Other retail chains that had been publicly mentioned as interested in building outlets at the Pointe at Post Falls development prior to the recession included Minneapolis-based Target Corp. and Atlanta-based Home Depot Inc.
The interchange will be roughly halfway between the Pleasant View Road and State Line interchanges, and will involve extending Beck Road south to connect to Riverbend Avenue.
Beck Road, which connects to Seltice Way north of the Pointe at Post Falls, currently terminates north of the freeway, which is on the south side of the commercial development.
Beck Road intersects with Pointe Parkway, which bisects the Pointe at Post Falls development. Cabela's and Walmart both front Pointe Parkway, and much of the rest of the Pointe at Post Falls is vacant land.
RLW, through its parent company, Sterling Construction Co., of Houston, also will finance the project initially with repayment anticipated through sales taxes from the area serviced by the interchange, Keck says.

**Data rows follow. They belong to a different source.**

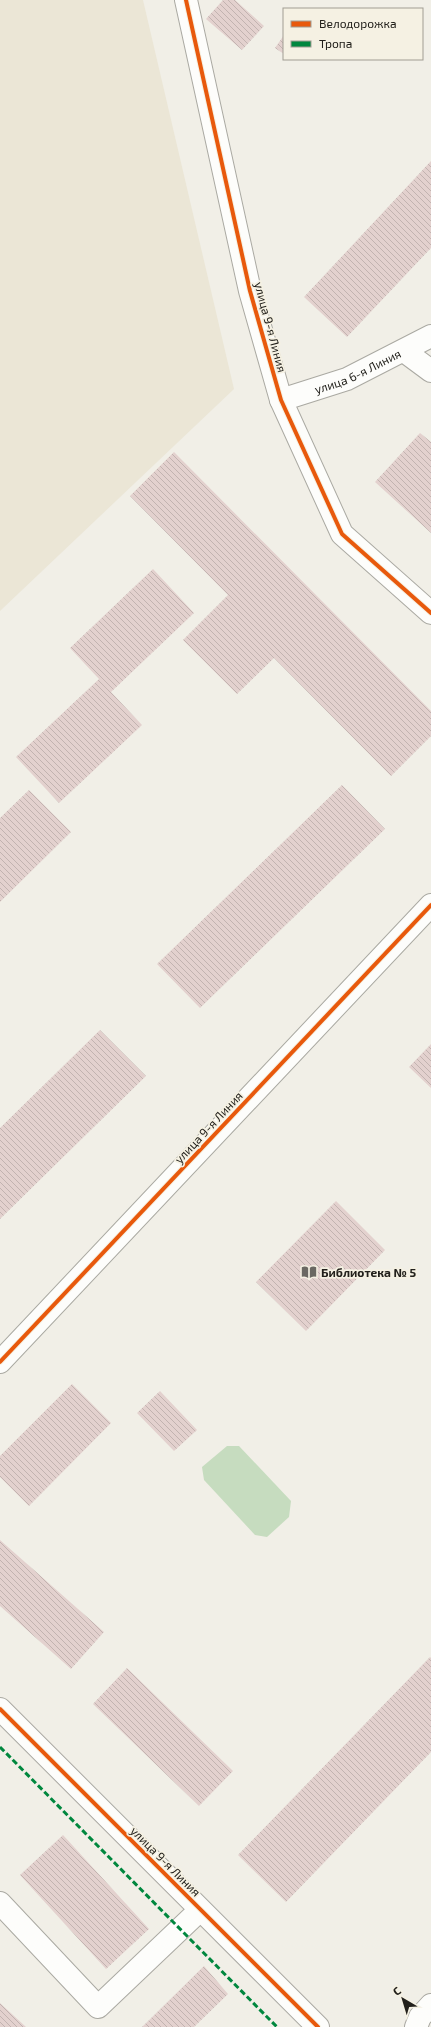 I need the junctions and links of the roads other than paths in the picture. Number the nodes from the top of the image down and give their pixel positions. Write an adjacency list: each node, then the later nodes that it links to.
1 (186, 0): 5 (street, улица 9-я Линия)
2 (431, 336): 3 (street, улица 6-я Линия)
3 (404, 351): 4 (street); 5 (street, улица 6-я Линия)
4 (431, 371)
5 (281, 400): 6 (street, улица 9-я Линия)
6 (431, 613)
7 (431, 905): 8 (street, улица 9-я Линия)
8 (0, 1362)
9 (0, 1709): 11 (street, улица 9-я Линия)
10 (0, 1903): 11 (street)
11 (200, 1910): 13 (street, улица 9-я Линия)
12 (431, 2005): 14 (street)
13 (318, 2027)
14 (416, 2027) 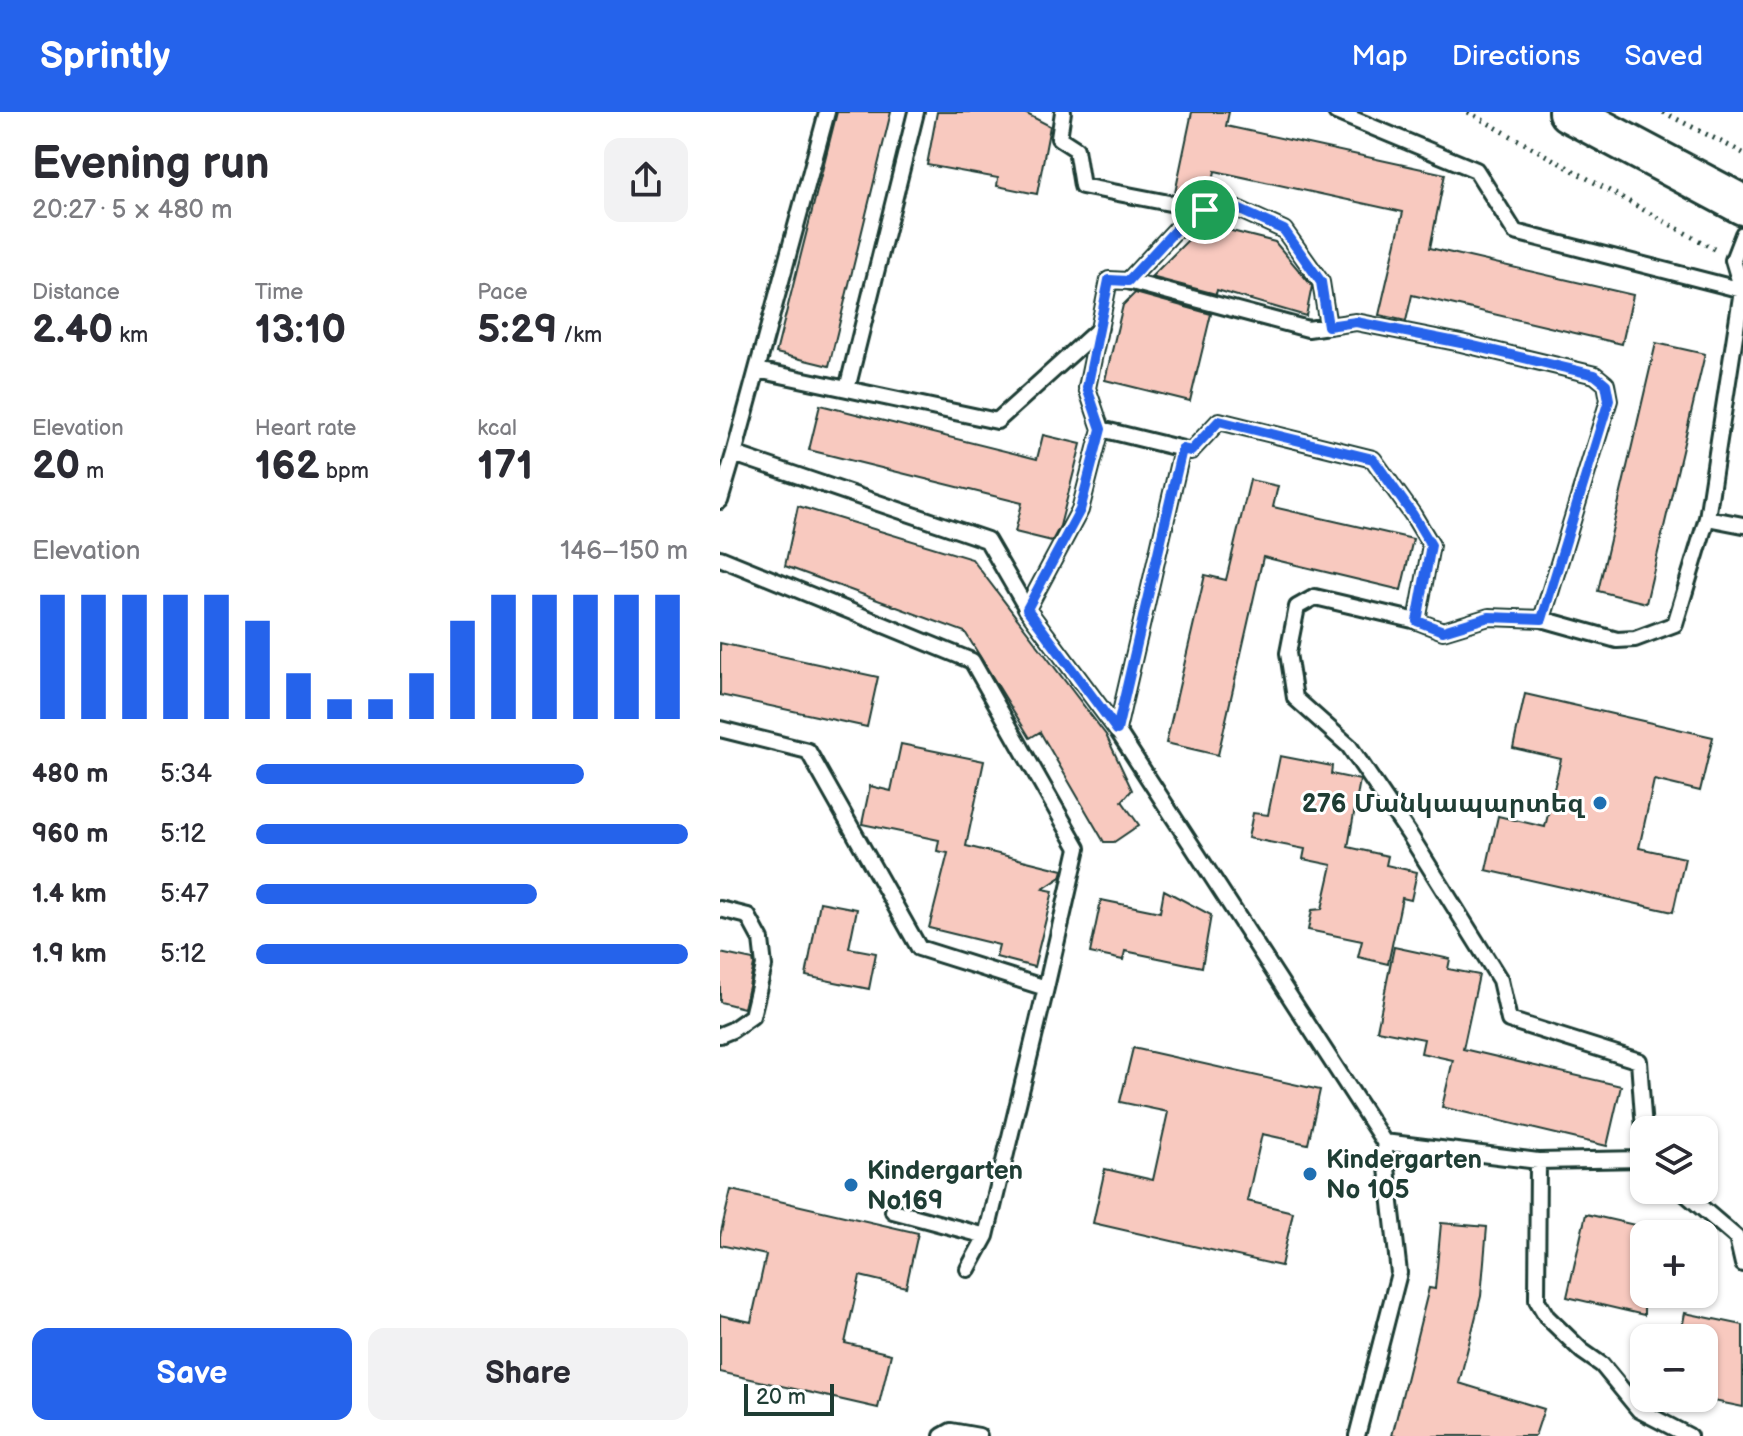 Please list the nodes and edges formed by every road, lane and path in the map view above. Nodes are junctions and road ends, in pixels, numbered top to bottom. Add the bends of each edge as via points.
1 (827, 112) edge
2 (916, 112) edge
3 (1063, 112) edge
4 (1336, 112) edge
5 (1468, 112) edge
6 (1568, 112) edge
7 (1608, 112) edge
8 (1663, 112) edge
9 (1743, 153) edge
10 (1743, 182) edge
11 (1743, 205) edge
12 (1205, 210) junction
13 (1743, 234) edge
14 (1733, 260) junction
15 (1128, 281) junction
16 (1742, 290) edge
17 (1328, 326) junction
18 (1100, 327) junction
19 (757, 370) junction
20 (847, 389) junction
21 (1101, 429) junction
22 (1182, 449) junction
23 (734, 454) junction
24 (720, 501) edge
25 (1707, 518) junction
26 (1743, 525) edge
27 (720, 558) edge
28 (1027, 609) junction
29 (1542, 619) junction
30 (1417, 621) junction
31 (720, 729) edge
32 (1117, 730) junction
33 (720, 909) edge
34 (1046, 988) junction
35 (720, 1035) edge
36 (1643, 1116) edge
37 (1384, 1142) junction
38 (1630, 1159) edge
39 (1538, 1161) junction
40 (1697, 1204) edge
41 (893, 1211) dead end
42 (986, 1236) junction
43 (1743, 1264) edge
44 (968, 1269) dead end
45 (942, 1436) edge
46 (979, 1436) edge
47 (1357, 1436) edge
48 (1689, 1436) edge

1 - 19 lane
2 - 20 lane
3 - 12 lane via 1059,138 1076,149 1082,186
4 - 16 lane via 1476,170 1515,232
5 - 14 path
6 - 11 main road
7 - 10 main road
8 - 9 path
12 - 15 lane via 1194,210
12 - 17 lane via 1240,210 1284,230 1321,282
13 - 14 lane
14 - 16 lane
15 - 17 lane via 1308,329
15 - 18 lane via 1109,280
16 - 25 lane
17 - 29 lane via 1356,322 1461,343 1595,375 1606,384 1609,400
18 - 20 lane via 997,421
18 - 21 lane via 1087,388
19 - 20 lane
19 - 23 lane
21 - 22 lane
21 - 28 lane via 1080,510
22 - 30 lane via 1191,451 1219,421 1373,459 1431,545
22 - 32 lane
23 - 24 lane
23 - 28 lane via 987,540
25 - 26 lane
25 - 29 lane via 1675,624 1617,640
27 - 34 lane via 972,661 1078,848
28 - 32 lane
29 - 30 lane via 1489,617 1443,631
30 - 36 lane via 1315,597 1297,607 1288,653 1295,698 1349,746 1409,834 1500,980 1509,1020 1639,1061
31 - 34 lane via 808,751 919,948
32 - 37 lane
33 - 35 lane via 748,916 761,940 764,966 752,1016
34 - 42 lane
37 - 39 lane
37 - 47 lane via 1399,1273
38 - 39 lane
39 - 48 lane via 1537,1300 1547,1317 1602,1365 1639,1410
40 - 43 lane via 1737,1238
41 - 42 lane
42 - 44 lane
45 - 46 lane via 951,1431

The project will be the first in Idaho to benefit from a funding mechanism called state tax anticipated revenue, or STAR funding, that was approved by the Idaho Legislature in 2007.
Since then, the Beck Interchange project proposal has wound through a complex federal approval process in which the developer had to show that existing access is inadequate and that the interchange would have no adverse effects on highway safety. The project also had to meet Post Falls' and regional transportation plans, and go through an environmental evaluation that included other options.
The interchange itself will be a standard diamond interchange with exit ramps and onramps on each side of I-90. Keck says.
When the project is completed, the interchange will be turned over to the Idaho Transportation Department.